▶ [TASK] Exactly the lines from the start of the data below through the line containing "Write the network" must be returned, and no others.

Start of Block

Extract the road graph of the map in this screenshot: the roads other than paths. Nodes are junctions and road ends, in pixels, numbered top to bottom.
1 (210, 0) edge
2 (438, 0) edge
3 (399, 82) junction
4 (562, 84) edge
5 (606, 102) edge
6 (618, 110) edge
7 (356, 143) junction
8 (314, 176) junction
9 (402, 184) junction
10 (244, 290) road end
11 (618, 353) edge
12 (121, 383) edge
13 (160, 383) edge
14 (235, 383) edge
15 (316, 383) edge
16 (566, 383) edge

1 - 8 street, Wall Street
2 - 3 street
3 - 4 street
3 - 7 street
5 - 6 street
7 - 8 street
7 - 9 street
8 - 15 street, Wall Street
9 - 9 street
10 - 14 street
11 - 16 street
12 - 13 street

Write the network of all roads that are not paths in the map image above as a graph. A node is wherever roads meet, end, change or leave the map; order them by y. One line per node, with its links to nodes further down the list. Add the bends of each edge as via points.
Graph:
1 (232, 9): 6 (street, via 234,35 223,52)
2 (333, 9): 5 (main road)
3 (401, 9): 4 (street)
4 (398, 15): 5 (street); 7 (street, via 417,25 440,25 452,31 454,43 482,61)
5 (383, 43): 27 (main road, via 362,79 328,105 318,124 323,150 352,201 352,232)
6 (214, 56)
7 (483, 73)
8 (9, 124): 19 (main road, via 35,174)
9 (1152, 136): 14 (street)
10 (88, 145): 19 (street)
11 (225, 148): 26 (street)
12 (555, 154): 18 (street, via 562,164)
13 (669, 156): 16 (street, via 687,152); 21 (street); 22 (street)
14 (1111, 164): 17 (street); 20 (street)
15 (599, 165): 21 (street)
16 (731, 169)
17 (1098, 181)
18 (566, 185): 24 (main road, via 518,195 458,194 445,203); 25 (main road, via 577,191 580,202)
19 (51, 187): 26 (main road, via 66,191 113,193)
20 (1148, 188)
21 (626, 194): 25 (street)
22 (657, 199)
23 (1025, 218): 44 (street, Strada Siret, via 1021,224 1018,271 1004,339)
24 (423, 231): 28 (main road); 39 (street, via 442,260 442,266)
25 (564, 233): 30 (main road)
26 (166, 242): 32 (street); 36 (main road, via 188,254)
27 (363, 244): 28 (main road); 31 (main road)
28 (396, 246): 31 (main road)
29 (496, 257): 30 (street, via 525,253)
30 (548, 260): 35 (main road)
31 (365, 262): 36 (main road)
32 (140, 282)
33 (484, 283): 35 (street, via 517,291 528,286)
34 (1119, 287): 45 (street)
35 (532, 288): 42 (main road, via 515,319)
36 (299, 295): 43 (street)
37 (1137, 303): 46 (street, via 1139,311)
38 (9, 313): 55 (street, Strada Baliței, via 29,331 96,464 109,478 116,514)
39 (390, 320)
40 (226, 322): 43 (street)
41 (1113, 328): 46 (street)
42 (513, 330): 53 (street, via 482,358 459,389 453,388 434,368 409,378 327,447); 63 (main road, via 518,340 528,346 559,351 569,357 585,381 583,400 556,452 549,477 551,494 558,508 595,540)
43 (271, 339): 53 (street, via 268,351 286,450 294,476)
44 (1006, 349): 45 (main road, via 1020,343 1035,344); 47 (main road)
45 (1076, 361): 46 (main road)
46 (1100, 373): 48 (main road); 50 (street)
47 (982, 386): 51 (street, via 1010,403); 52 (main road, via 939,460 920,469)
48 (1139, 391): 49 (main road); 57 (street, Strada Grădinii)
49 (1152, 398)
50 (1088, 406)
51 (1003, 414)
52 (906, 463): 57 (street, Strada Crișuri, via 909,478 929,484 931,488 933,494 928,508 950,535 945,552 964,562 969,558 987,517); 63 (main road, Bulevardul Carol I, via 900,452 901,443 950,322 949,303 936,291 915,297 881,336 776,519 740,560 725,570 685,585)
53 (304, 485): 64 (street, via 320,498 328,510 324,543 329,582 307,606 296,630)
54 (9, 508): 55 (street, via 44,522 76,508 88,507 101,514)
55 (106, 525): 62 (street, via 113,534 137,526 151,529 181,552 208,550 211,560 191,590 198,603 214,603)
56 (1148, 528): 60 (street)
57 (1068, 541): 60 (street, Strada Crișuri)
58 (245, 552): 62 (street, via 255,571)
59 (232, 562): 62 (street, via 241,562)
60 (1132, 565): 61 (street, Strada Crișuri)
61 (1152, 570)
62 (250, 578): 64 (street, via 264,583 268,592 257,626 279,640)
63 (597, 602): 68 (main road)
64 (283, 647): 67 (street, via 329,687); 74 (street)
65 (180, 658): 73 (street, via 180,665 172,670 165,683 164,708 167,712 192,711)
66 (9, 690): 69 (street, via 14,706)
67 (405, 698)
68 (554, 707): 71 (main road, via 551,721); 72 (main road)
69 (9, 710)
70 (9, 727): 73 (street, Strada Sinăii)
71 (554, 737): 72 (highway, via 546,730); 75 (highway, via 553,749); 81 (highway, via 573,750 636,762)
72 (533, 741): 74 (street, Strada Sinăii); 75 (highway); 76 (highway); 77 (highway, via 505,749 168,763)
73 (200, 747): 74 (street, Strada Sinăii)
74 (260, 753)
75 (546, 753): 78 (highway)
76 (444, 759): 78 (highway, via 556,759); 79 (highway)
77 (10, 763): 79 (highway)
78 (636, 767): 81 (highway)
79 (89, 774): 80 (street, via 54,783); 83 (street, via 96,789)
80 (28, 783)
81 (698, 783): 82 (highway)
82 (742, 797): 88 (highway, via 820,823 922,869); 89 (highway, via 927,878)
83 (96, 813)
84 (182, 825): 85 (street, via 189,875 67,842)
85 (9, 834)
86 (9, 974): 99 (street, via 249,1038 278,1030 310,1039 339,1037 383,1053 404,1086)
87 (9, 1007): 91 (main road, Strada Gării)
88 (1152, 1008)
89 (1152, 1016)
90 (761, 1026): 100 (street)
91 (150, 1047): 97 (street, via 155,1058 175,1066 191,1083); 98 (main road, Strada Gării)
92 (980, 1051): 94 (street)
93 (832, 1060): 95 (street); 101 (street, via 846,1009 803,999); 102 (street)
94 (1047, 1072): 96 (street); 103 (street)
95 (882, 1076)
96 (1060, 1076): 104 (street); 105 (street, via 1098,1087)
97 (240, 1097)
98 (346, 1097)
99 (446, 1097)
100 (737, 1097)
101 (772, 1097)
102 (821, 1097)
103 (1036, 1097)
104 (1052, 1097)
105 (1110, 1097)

End of Block

▶ [COMPLETED EXERCISE]
Extract the road graph of the map in this screenshot: the roads other than paths. Nodes are junctions and road ends, in pixels, numbered top to bottom.
1 (210, 0) edge
2 (438, 0) edge
3 (399, 82) junction
4 (562, 84) edge
5 (606, 102) edge
6 (618, 110) edge
7 (356, 143) junction
8 (314, 176) junction
9 (402, 184) junction
10 (244, 290) road end
11 (618, 353) edge
12 (121, 383) edge
13 (160, 383) edge
14 (235, 383) edge
15 (316, 383) edge
16 (566, 383) edge

1 - 8 street, Wall Street
2 - 3 street
3 - 4 street
3 - 7 street
5 - 6 street
7 - 8 street
7 - 9 street
8 - 15 street, Wall Street
9 - 9 street
10 - 14 street
11 - 16 street
12 - 13 street

Write the network of all roads that are not paths in the map image above as a graph. A node is wherever roads meet, end, change or leave the map; order them by y. One line per node, with its links to nodes further down the list. Add the bends of each edge as via points.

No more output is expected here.